Dat de bondscoaches van sommige WK-deelnemers penalty’s uiterst serieus nemen, mag geen verrassing heten, en steeds meer landen proberen ook een wetenschappelijke benadering op het fenomeen los te laten. Nederland is zonder meer een van die landen. Bovendien ging Louis van Gaal in zijn keeperselectie op zoek naar de ultieme ‘penaltykiller’, en moedigde hij zijn spelers aan om bij hun club regelmatig hun elfmetertrap te oefenen.

We moesten er tijdens de eerste dagen van de knock-outfase even op wachten, maar inmiddels werd er twee wedstrijddagen op rij een duel beslist met penalty’s. De Japanners zetten de standaard door hun penalty’s zo slecht te nemen dat de spelers nog meer kans hadden gehad om door te gaan als ze potjes “steen, papier, schaar” hadden gespeeld. Bij het aanschouwen van de eerste shoot-out van het toernooi hoop je dat Japan een van de landen is die niét op het nemen van strafschoppen getraind hebben, zoekend naar een verklaring voor het grote falen.

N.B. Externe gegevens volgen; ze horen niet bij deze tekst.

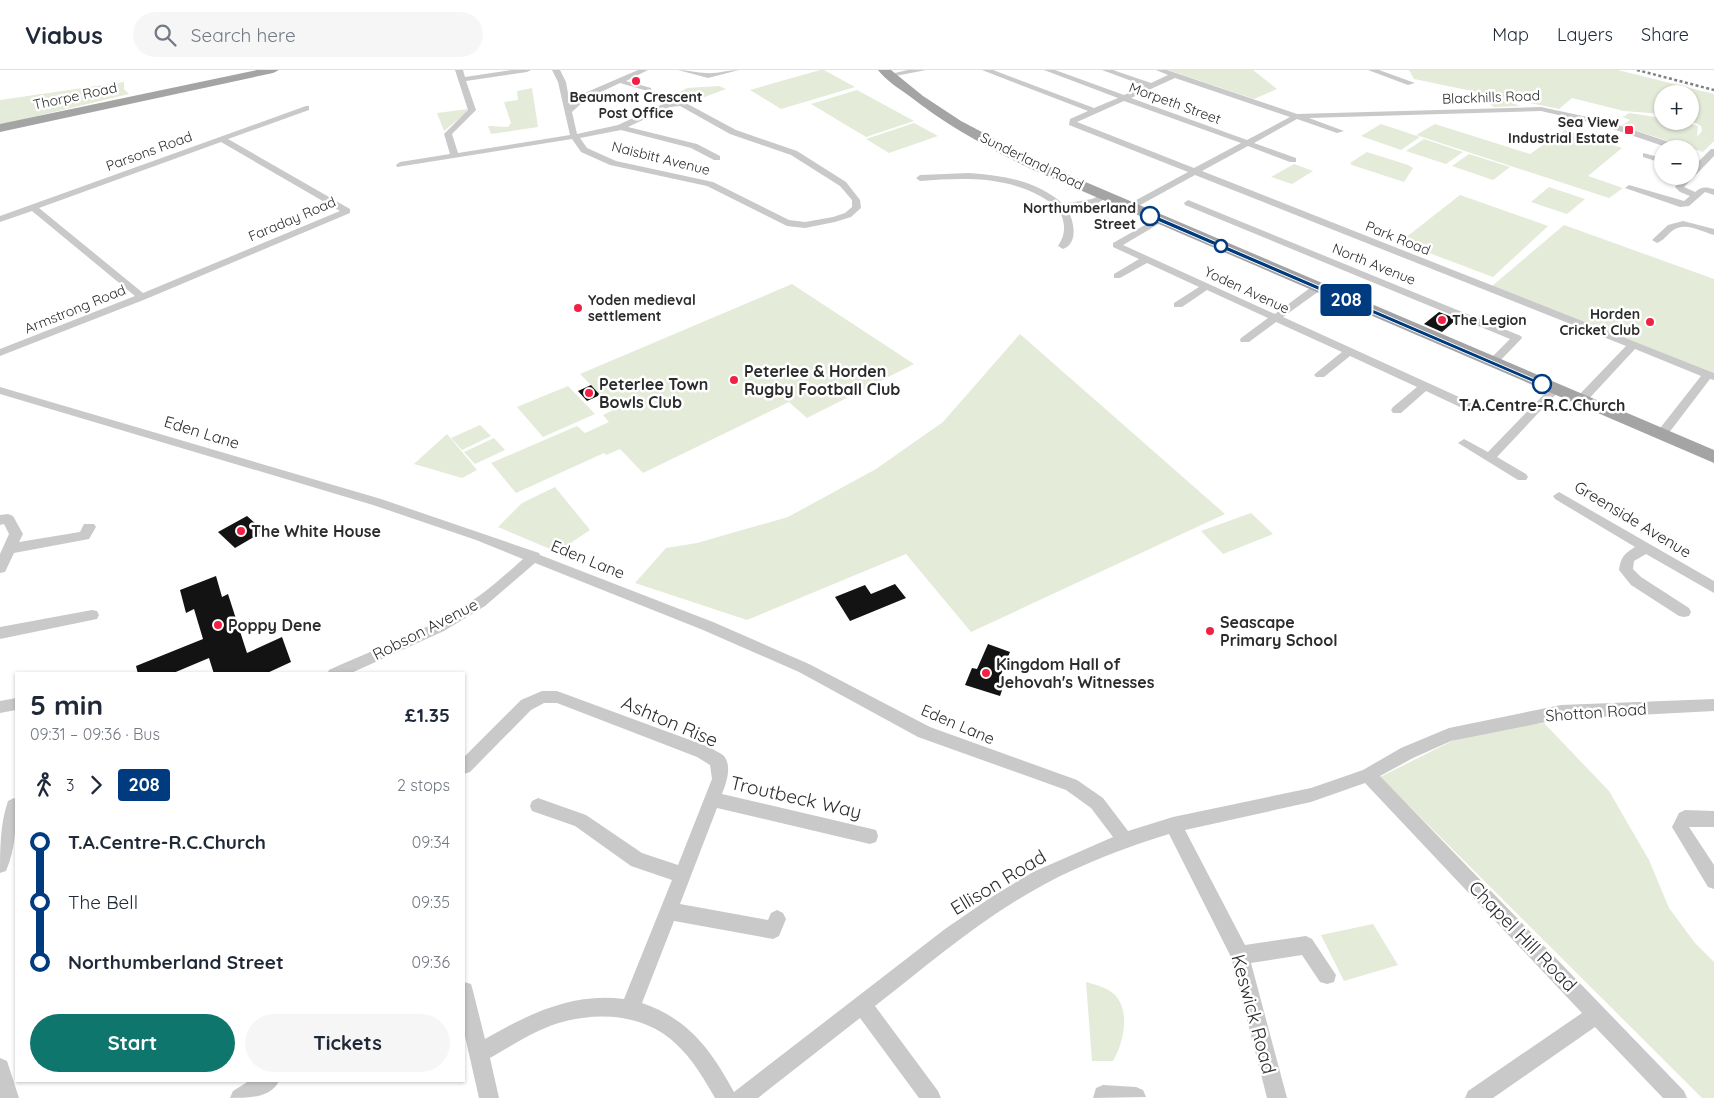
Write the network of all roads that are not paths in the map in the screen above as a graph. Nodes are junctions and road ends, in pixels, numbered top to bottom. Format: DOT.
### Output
graph roads {
  1 [pos="273,70"];
  2 [pos="459,70"];
  3 [pos="527,70"];
  4 [pos="556,70"];
  5 [pos="644,70"];
  6 [pos="682,70"];
  7 [pos="736,70"];
  8 [pos="922,70"];
  9 [pos="986,70"];
  10 [pos="1048,70"];
  11 [pos="1106,70"];
  12 [pos="1160,70"];
  13 [pos="1372,70"];
  14 [pos="887,73"];
  15 [pos="1175,75"];
  16 [pos="463,79"];
  17 [pos="620,81"];
  18 [pos="1411,83"];
  19 [pos="1152,86"];
  20 [pos="571,89"];
  21 [pos="597,90"];
  22 [pos="648,90"];
  23 [pos="1126,98"];
  24 [pos="306,108"];
  25 [pos="1094,111"];
  26 [pos="568,112"];
  27 [pos="1297,116"];
  28 [pos="621,127"];
  29 [pos="0,128"];
  30 [pos="1340,131"];
  31 [pos="574,136"];
  32 [pos="222,139"];
  33 [pos="1654,140"];
  34 [pos="1248,143"];
  35 [pos="454,155"];
  36 [pos="1646,155"];
  37 [pos="1709,156"];
  38 [pos="717,158"];
  39 [pos="1654,158"];
  40 [pos="1293,160"];
  41 [pos="400,165"];
  42 [pos="1699,165"];
  43 [pos="1194,172"];
  44 [pos="920,178"];
  45 [pos="1680,185"];
  46 [pos="1629,188"];
  47 [pos="1714,192"];
  48 [pos="1696,195"];
  49 [pos="1105,196"];
  50 [pos="1188,202"];
  51 [pos="34,207"];
  52 [pos="1063,207"];
  53 [pos="1130,207"];
  54 [pos="0,219"];
  55 [pos="1159,220"];
  56 [pos="1714,232"];
  57 [pos="1656,240"];
  58 [pos="1062,246"];
  59 [pos="1147,259"];
  60 [pos="1117,276"];
  61 [pos="1207,286"];
  62 [pos="1318,288"];
  63 [pos="142,297"];
  64 [pos="1178,305"];
  65 [pos="1276,318"];
  66 [pos="1245,340"];
  67 [pos="1633,345"];
  68 [pos="1349,352"];
  69 [pos="0,354"];
  70 [pos="1492,362"];
  71 [pos="1320,375"];
  72 [pos="1711,376"];
  73 [pos="1425,386"];
  74 [pos="1555,389"];
  75 [pos="0,390"];
  76 [pos="1581,400"];
  77 [pos="1466,405"];
  78 [pos="1397,410"];
  79 [pos="1661,435"];
  80 [pos="1464,443"];
  81 [pos="1714,457"];
  82 [pos="1490,458"];
  83 [pos="1522,477"];
  84 [pos="1559,496"];
  85 [pos="0,520"];
  86 [pos="89,527"];
  87 [pos="1646,547"];
  88 [pos="9,549"];
  89 [pos="534,556"];
  90 [pos="0,568"];
  91 [pos="1714,588"];
  92 [pos="1684,612"];
  93 [pos="92,615"];
  94 [pos="0,633"];
  95 [pos="352,670"];
  96 [pos="15,704"];
  97 [pos="1714,705"];
  98 [pos="0,708"];
  99 [pos="465,765"];
  100 [pos="1372,772"];
  101 [pos="712,799"];
  102 [pos="10,806"];
  103 [pos="538,806"];
  104 [pos="1714,819"];
  105 [pos="1174,825"];
  106 [pos="870,836"];
  107 [pos="1125,840"];
  108 [pos="0,865"];
  109 [pos="1709,874"];
  110 [pos="683,875"];
  111 [pos="670,911"];
  112 [pos="776,919"];
  113 [pos="1240,954"];
  114 [pos="1327,975"];
  115 [pos="465,995"];
  116 [pos="862,1005"];
  117 [pos="630,1009"];
  118 [pos="1597,1014"];
  119 [pos="479,1053"];
  120 [pos="0,1068"];
  121 [pos="266,1082"];
  122 [pos="1136,1097"];
  123 [pos="9,1098"];
  124 [pos="240,1098"];
  125 [pos="489,1098"];
  126 [pos="727,1098"];
  127 [pos="742,1098"];
  128 [pos="931,1098"];
  129 [pos="1103,1098"];
  130 [pos="1277,1098"];
  131 [pos="1475,1098"];
  132 [pos="1677,1098"];
  1 -- 29 [label="main road, Thorpe Road"];
  2 -- 16 [label="street"];
  3 -- 16 [label="street"];
  4 -- 20 [label="street"];
  5 -- 17 [label="street"];
  6 -- 7 [label="street"];
  8 -- 14 [label="street"];
  9 -- 25 [label="street"];
  10 -- 23 [label="street, Morpeth Street"];
  11 -- 19 [label="street"];
  12 -- 15 [label="street"];
  13 -- 18 [label="street"];
  14 -- 49 [label="main road, Sunderland Road"];
  15 -- 19 [label="street"];
  15 -- 27 [label="street"];
  16 -- 35 [label="street"];
  17 -- 21 [label="street"];
  17 -- 22 [label="street"];
  19 -- 23 [label="street"];
  20 -- 21 [label="street"];
  20 -- 26 [label="street"];
  21 -- 26 [label="street"];
  23 -- 25 [label="street"];
  23 -- 34 [label="street, Morpeth Street"];
  24 -- 32 [label="street, Parsons Road"];
  25 -- 43 [label="street, Park Road"];
  26 -- 31 [label="street"];
  27 -- 30 [label="street"];
  27 -- 33 [label="street, Blackhills Road"];
  27 -- 34 [label="street"];
  28 -- 31 [label="street"];
  28 -- 31 [label="street, Naisbitt Avenue"];
  28 -- 38 [label="street"];
  31 -- 35 [label="street"];
  32 -- 51 [label="street, Parsons Road"];
  32 -- 63 [label="street, Faraday Road"];
  34 -- 40 [label="street, Morpeth Street"];
  34 -- 43 [label="street"];
  35 -- 41 [label="street"];
  36 -- 39 [label="street"];
  37 -- 42 [label="street"];
  43 -- 53 [label="street"];
  43 -- 67 [label="street, Park Road"];
  44 -- 52 [label="street"];
  45 -- 48 [label="street"];
  46 -- 48 [label="street"];
  47 -- 48 [label="street"];
  49 -- 52 [label="street"];
  49 -- 53 [label="main road, Sunderland Road"];
  50 -- 70 [label="street, North Avenue"];
  51 -- 54 [label="street, Parsons Road"];
  51 -- 63 [label="street, Armstrong Road"];
  52 -- 58 [label="street"];
  53 -- 55 [label="main road, Sunderland Road"];
  55 -- 59 [label="street, Yoden Avenue"];
  55 -- 62 [label="main road, Sunderland Road"];
  56 -- 57 [label="street"];
  59 -- 60 [label="street"];
  59 -- 61 [label="street, Yoden Avenue"];
  61 -- 64 [label="street"];
  61 -- 65 [label="street, Yoden Avenue"];
  62 -- 65 [label="street"];
  62 -- 70 [label="main road, Sunderland Road"];
  63 -- 69 [label="street, Armstrong Road"];
  65 -- 66 [label="street"];
  65 -- 68 [label="street, Yoden Avenue"];
  67 -- 72 [label="street, Park Road"];
  67 -- 76 [label="street"];
  68 -- 71 [label="street"];
  68 -- 73 [label="street, Yoden Avenue"];
  70 -- 74 [label="main road, Sunderland Road"];
  72 -- 79 [label="street"];
  73 -- 77 [label="street, Yoden Avenue"];
  73 -- 78 [label="street"];
  74 -- 76 [label="main road, Sunderland Road"];
  74 -- 82 [label="street"];
  75 -- 89 [label="street, Eden Lane"];
  76 -- 79 [label="main road, Sunderland Road"];
  79 -- 81 [label="main road, Sunderland Road"];
  80 -- 82 [label="street"];
  82 -- 83 [label="street"];
  84 -- 87 [label="street, Greenside Avenue"];
  85 -- 88 [label="street"];
  86 -- 88 [label="street"];
  87 -- 91 [label="street, Greenside Avenue"];
  87 -- 92 [label="street"];
  88 -- 90 [label="street"];
  89 -- 95 [label="street, Robson Avenue"];
  89 -- 107 [label="street, Eden Lane"];
  93 -- 94 [label="street"];
  96 -- 98 [label="street"];
  97 -- 100 [label="street, Shotton Road"];
  99 -- 101 [label="street, Ashton Rise"];
  100 -- 105 [label="street, Ellison Road"];
  100 -- 118 [label="street, Chapel Hill Road"];
  101 -- 106 [label="street, Troutbeck Way"];
  101 -- 110 [label="street, Ashton Rise"];
  102 -- 108 [label="street"];
  103 -- 110 [label="street"];
  104 -- 109 [label="street"];
  105 -- 107 [label="street, Ellison Road"];
  105 -- 113 [label="street, Keswick Road"];
  107 -- 116 [label="street, Ellison Road"];
  110 -- 111 [label="street, Ashton Rise"];
  111 -- 112 [label="street"];
  111 -- 117 [label="street, Ashton Rise"];
  113 -- 114 [label="street"];
  113 -- 130 [label="street, Keswick Road"];
  115 -- 119 [label="street"];
  116 -- 127 [label="street, Ellison Road"];
  116 -- 128 [label="street"];
  117 -- 119 [label="street"];
  117 -- 126 [label="street"];
  118 -- 131 [label="street"];
  118 -- 132 [label="street, Chapel Hill Road"];
  119 -- 125 [label="street"];
  120 -- 123 [label="street"];
  121 -- 124 [label="street"];
  122 -- 129 [label="street"];
}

Het Spaanse elftal bewijst vandaag echter dat je als voetballer 1000 penalty’s kunt oefenen en dan op het moment suprême alsnog dienst kunt weigeren. “Er is een ding dat je niet kunt trainen, en dat is druk”, hoor ik ex-international Ibrahim Afellay zojuist bij de NOS zeggen. Afellay heeft natuurlijk gelijk. Plat gezegd: alle spelers die actief zijn op het WK, zijn in theorie capabel genoeg om een bal van elf meter tussen de palen te schieten. Het probleem is dat veel van hen hun geest onder hoogspanning niet meer onder controle hebben. Ze durven niet hard en hoog te schieten uit angst voor een misser, laten zich afleiden door de keeper en doen op het beslissende moment niets met de technische kwaliteiten die ze wel degelijk in huis hebben.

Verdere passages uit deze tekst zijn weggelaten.